WHAT YOU NEED TO DO:
Find each line in the following listing that has the string "Talbot", then state the count and nothing else.

WORKING DATA:

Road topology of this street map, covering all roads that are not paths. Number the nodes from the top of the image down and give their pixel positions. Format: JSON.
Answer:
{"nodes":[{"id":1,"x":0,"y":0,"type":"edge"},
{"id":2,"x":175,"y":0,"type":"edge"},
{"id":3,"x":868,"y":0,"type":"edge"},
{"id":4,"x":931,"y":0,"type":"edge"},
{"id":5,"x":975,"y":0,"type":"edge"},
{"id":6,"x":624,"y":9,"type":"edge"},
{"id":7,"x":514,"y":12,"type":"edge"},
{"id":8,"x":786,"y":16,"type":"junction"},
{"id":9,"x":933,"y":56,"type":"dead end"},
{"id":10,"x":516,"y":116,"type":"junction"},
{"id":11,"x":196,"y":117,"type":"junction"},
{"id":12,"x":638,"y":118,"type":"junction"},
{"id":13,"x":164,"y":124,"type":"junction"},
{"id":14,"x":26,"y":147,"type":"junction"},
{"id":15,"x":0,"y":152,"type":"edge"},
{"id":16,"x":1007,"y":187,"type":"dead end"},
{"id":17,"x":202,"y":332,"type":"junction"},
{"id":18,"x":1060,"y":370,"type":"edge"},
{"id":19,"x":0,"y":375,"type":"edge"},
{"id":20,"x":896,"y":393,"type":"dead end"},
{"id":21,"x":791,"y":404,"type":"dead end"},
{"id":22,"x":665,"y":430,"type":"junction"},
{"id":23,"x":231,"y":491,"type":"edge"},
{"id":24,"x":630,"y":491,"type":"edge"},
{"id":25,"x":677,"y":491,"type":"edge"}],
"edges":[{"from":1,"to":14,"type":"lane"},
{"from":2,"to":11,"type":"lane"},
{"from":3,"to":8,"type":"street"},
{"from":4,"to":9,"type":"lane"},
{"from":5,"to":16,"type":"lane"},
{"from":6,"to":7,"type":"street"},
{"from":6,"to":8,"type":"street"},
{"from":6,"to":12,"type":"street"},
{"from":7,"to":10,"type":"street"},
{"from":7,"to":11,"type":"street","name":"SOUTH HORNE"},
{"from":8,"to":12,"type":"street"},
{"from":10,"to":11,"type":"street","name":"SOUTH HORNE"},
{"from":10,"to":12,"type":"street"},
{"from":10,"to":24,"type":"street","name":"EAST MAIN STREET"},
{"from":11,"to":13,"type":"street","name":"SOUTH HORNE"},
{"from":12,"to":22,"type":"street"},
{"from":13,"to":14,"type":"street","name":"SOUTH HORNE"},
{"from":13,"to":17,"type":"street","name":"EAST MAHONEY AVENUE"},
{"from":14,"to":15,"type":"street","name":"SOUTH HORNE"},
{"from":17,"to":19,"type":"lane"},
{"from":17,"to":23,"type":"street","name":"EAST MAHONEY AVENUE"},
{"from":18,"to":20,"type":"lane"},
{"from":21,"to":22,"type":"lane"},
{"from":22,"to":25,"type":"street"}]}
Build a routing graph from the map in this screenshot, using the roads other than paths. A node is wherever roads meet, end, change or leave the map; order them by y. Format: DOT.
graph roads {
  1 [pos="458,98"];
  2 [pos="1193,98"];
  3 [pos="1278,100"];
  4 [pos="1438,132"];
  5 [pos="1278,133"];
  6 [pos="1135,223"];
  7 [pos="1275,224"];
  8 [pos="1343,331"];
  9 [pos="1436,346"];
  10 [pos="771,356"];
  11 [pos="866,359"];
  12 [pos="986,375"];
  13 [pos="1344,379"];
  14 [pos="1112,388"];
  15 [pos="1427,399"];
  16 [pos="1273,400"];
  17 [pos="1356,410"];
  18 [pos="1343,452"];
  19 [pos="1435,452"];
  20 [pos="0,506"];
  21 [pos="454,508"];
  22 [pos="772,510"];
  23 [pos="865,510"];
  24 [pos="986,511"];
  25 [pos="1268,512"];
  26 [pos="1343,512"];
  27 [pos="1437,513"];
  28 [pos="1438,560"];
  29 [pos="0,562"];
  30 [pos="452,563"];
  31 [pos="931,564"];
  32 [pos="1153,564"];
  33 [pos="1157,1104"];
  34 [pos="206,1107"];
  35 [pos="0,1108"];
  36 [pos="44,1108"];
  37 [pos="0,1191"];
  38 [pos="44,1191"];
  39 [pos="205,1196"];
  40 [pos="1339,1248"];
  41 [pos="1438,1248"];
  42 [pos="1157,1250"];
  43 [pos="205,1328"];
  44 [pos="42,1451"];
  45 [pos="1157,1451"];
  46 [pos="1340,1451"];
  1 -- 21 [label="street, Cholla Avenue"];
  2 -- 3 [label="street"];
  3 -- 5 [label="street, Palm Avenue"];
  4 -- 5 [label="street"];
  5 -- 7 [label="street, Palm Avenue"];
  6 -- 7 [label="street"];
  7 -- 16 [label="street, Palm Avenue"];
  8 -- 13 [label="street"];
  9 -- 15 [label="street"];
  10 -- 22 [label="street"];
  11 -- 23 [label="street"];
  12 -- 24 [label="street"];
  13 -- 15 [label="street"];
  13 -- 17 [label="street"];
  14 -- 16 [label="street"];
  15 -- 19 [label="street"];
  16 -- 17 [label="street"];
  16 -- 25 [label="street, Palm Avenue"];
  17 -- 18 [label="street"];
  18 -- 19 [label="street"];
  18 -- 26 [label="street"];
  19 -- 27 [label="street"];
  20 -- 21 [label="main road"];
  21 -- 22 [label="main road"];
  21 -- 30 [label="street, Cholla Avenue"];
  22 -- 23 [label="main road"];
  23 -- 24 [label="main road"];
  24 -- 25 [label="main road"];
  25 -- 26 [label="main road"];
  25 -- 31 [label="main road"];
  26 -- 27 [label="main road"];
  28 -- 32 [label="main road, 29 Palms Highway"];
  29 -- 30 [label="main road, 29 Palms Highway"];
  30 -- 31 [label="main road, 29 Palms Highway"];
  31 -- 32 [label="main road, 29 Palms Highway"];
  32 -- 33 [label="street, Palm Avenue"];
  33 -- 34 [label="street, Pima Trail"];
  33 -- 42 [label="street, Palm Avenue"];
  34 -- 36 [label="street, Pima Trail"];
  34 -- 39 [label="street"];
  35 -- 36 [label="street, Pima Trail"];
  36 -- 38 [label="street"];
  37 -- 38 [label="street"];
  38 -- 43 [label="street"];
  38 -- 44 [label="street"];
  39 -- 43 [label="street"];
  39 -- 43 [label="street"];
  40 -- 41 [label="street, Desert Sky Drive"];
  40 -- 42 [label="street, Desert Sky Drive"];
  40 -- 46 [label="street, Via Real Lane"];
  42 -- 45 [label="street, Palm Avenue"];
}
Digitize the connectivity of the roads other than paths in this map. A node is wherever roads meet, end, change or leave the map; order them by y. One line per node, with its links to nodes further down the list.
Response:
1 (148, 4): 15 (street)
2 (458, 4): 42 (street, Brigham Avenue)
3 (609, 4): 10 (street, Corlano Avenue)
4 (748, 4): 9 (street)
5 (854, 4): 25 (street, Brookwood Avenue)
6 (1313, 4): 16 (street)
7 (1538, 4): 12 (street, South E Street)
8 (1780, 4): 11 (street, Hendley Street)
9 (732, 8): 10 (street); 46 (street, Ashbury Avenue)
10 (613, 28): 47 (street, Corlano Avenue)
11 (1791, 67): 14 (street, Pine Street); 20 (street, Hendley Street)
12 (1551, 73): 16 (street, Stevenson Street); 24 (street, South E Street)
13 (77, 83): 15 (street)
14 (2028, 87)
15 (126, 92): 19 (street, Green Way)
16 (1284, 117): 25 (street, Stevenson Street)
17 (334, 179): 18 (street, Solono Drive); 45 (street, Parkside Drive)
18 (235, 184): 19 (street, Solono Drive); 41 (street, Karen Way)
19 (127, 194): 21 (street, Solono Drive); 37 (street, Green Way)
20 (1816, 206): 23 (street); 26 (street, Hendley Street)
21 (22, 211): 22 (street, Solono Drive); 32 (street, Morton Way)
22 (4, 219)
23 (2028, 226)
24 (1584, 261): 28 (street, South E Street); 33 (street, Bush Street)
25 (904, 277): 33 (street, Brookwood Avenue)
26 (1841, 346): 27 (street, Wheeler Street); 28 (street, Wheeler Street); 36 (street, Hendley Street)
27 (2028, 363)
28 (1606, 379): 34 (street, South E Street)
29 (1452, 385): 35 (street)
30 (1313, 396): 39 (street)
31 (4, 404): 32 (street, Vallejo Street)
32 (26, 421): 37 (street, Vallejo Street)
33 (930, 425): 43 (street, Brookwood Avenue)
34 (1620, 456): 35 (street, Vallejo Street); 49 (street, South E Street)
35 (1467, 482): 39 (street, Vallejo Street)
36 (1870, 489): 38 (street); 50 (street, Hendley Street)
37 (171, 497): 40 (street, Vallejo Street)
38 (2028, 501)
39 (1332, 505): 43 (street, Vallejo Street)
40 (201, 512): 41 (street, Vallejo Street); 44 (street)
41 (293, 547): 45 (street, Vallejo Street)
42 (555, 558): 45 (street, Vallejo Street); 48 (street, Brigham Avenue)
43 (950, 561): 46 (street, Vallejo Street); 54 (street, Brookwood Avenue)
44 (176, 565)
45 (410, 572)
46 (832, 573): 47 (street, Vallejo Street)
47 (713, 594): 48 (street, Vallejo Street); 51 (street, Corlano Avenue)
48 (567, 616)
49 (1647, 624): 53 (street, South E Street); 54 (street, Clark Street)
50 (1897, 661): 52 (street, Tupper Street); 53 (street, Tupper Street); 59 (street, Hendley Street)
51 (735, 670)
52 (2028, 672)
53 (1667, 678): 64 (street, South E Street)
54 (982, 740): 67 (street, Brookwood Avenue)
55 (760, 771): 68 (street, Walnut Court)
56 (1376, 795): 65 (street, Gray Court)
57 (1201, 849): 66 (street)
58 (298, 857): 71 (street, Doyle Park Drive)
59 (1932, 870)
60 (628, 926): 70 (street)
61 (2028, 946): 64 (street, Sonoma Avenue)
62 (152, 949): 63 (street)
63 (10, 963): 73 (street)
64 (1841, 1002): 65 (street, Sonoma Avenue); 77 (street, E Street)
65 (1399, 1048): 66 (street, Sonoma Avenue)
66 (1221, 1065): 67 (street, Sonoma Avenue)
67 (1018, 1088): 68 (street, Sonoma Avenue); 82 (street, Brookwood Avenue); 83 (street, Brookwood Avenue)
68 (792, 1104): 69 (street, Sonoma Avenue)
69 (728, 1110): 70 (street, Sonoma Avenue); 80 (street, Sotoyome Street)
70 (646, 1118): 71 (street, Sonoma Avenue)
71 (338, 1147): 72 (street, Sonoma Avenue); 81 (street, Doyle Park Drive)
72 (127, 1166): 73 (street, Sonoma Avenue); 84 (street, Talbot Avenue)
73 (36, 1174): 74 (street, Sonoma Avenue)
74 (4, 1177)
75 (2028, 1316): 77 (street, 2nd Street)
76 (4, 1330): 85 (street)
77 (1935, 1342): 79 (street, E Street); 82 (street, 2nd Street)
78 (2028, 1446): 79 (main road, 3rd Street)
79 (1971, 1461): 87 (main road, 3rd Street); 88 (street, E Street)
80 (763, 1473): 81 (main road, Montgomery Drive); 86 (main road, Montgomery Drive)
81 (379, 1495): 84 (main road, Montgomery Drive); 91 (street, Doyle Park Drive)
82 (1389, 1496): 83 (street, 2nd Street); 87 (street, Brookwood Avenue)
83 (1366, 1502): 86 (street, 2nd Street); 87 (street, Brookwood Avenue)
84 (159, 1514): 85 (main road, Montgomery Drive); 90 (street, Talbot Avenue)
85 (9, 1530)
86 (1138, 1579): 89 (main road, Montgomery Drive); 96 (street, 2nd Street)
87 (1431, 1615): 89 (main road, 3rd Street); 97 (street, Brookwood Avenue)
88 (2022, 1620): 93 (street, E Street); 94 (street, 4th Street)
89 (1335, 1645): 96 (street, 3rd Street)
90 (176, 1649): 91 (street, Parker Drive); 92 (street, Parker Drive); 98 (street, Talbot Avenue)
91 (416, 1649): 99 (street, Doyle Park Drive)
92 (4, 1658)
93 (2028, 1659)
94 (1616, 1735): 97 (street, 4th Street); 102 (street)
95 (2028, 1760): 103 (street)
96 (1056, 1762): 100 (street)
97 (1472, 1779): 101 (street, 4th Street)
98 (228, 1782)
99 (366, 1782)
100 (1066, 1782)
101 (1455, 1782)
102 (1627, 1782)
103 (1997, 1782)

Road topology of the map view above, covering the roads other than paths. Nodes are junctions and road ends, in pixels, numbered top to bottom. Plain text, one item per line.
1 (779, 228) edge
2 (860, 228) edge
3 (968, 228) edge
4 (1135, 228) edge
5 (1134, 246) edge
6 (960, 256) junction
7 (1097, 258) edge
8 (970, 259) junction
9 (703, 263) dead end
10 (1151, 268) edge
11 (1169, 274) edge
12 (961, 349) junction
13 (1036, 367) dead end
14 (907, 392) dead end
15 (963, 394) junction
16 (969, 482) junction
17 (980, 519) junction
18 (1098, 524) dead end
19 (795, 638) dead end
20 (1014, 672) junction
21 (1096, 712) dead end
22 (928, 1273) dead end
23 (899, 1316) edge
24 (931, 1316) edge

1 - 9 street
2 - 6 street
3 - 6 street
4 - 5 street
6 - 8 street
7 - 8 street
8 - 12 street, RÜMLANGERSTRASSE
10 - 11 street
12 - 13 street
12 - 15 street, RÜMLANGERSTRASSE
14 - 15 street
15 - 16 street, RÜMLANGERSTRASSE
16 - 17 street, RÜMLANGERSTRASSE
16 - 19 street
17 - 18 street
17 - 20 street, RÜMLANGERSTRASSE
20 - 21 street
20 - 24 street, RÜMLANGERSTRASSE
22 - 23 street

TASK RESPONSE:
3